Security researchers have discovered a new threat campaign designed to trick users into downloading malware capable of hijacking their machine.
These have become increasingly popular over recent years as website owners struggle to detect legitimate users from pervasive bot traffic.
“Since these types of browser checks are so common on the web many users wouldn’t think twice before clicking this prompt to access the website they’re trying to visit. However, the prompt actually downloads a malicious .iso file onto the victim’s computer,” Sucuri said in a blog post.
“What most users do not realise is that this file is in fact a remote access Trojan (RAT), currently flagged by 13 security vendors at the time of writing this article.”
The malware in question was identified as the NetSupport RAT, linked to ransomware campaigns and downloads of data-stealing malware RacoonStealer.
“The infected computer could be used to pilfer social media or banking credentials, detonate ransomware, or even entrap the victim into a nefarious ‘slave’ network, extort the computer owner, and violate their privacy – all depending on what the attackers decide to do with the compromised device,” warned Sucuri.

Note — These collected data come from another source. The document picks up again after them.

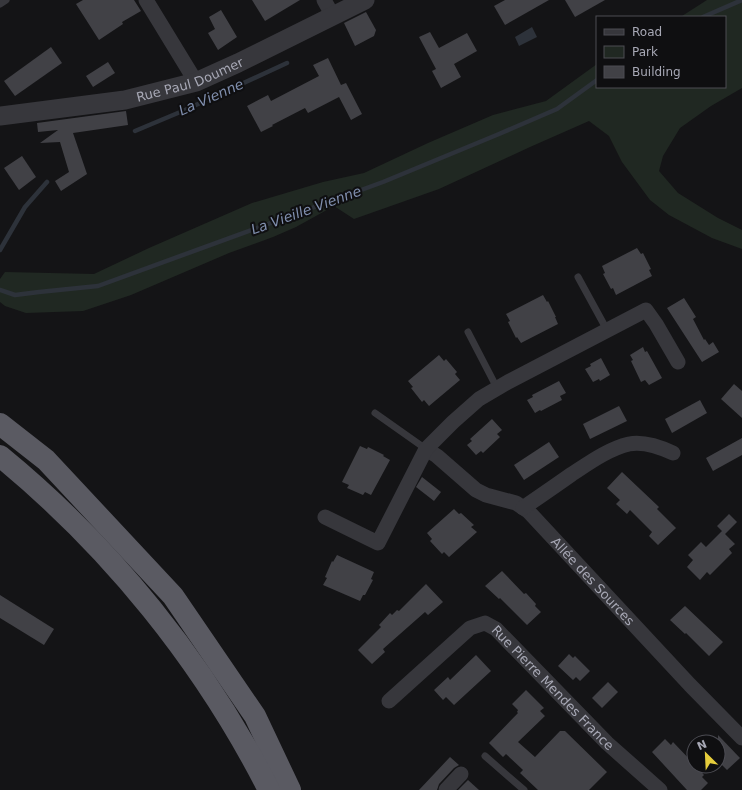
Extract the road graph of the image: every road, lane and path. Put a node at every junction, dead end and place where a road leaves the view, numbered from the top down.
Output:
1 (6, 0) edge
2 (146, 0) edge
3 (365, 0) edge
4 (0, 4) edge
5 (328, 8) edge
6 (196, 82) junction
7 (0, 116) edge
8 (578, 277) dead end
9 (607, 330) junction
10 (468, 332) dead end
11 (678, 362) dead end
12 (498, 388) junction
13 (375, 413) dead end
14 (0, 424) edge
15 (426, 449) junction
16 (673, 453) dead end
17 (0, 456) edge
18 (523, 508) junction
19 (325, 518) dead end
20 (388, 701) dead end
21 (742, 738) edge
22 (485, 756) dead end
23 (461, 774) dead end
24 (269, 790) edge
25 (290, 790) edge
26 (446, 790) edge
27 (524, 790) edge
28 (660, 790) edge

1 - 4 lane
2 - 6 street
3 - 5 street, Rue Paul Doumer
5 - 6 street, Rue Paul Doumer
6 - 7 street, Rue Paul Doumer
8 - 9 lane
9 - 11 street
9 - 12 street
10 - 12 lane
12 - 15 street
13 - 15 lane
14 - 25 highway
15 - 18 street, Allée des Sources
15 - 19 street
16 - 18 street
17 - 24 highway
18 - 21 street, Allée des Sources
20 - 28 street, Rue Pierre Mendes France
22 - 27 lane
23 - 26 street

The security vendor urged webmasters to keep all software updated, use strong passwords and two-factor authentication, deploy a firewall in front of their website, and use file integrity monitoring to better spot suspicious activity.
“RATs are regarded as one of the worst types of infections that can affect a computer as it gives the attackers full control over the device,” Sucuri concluded.
“At that point, the victim is at their mercy. Website owners and visitors alike must take any and all precautions to protect themselves.”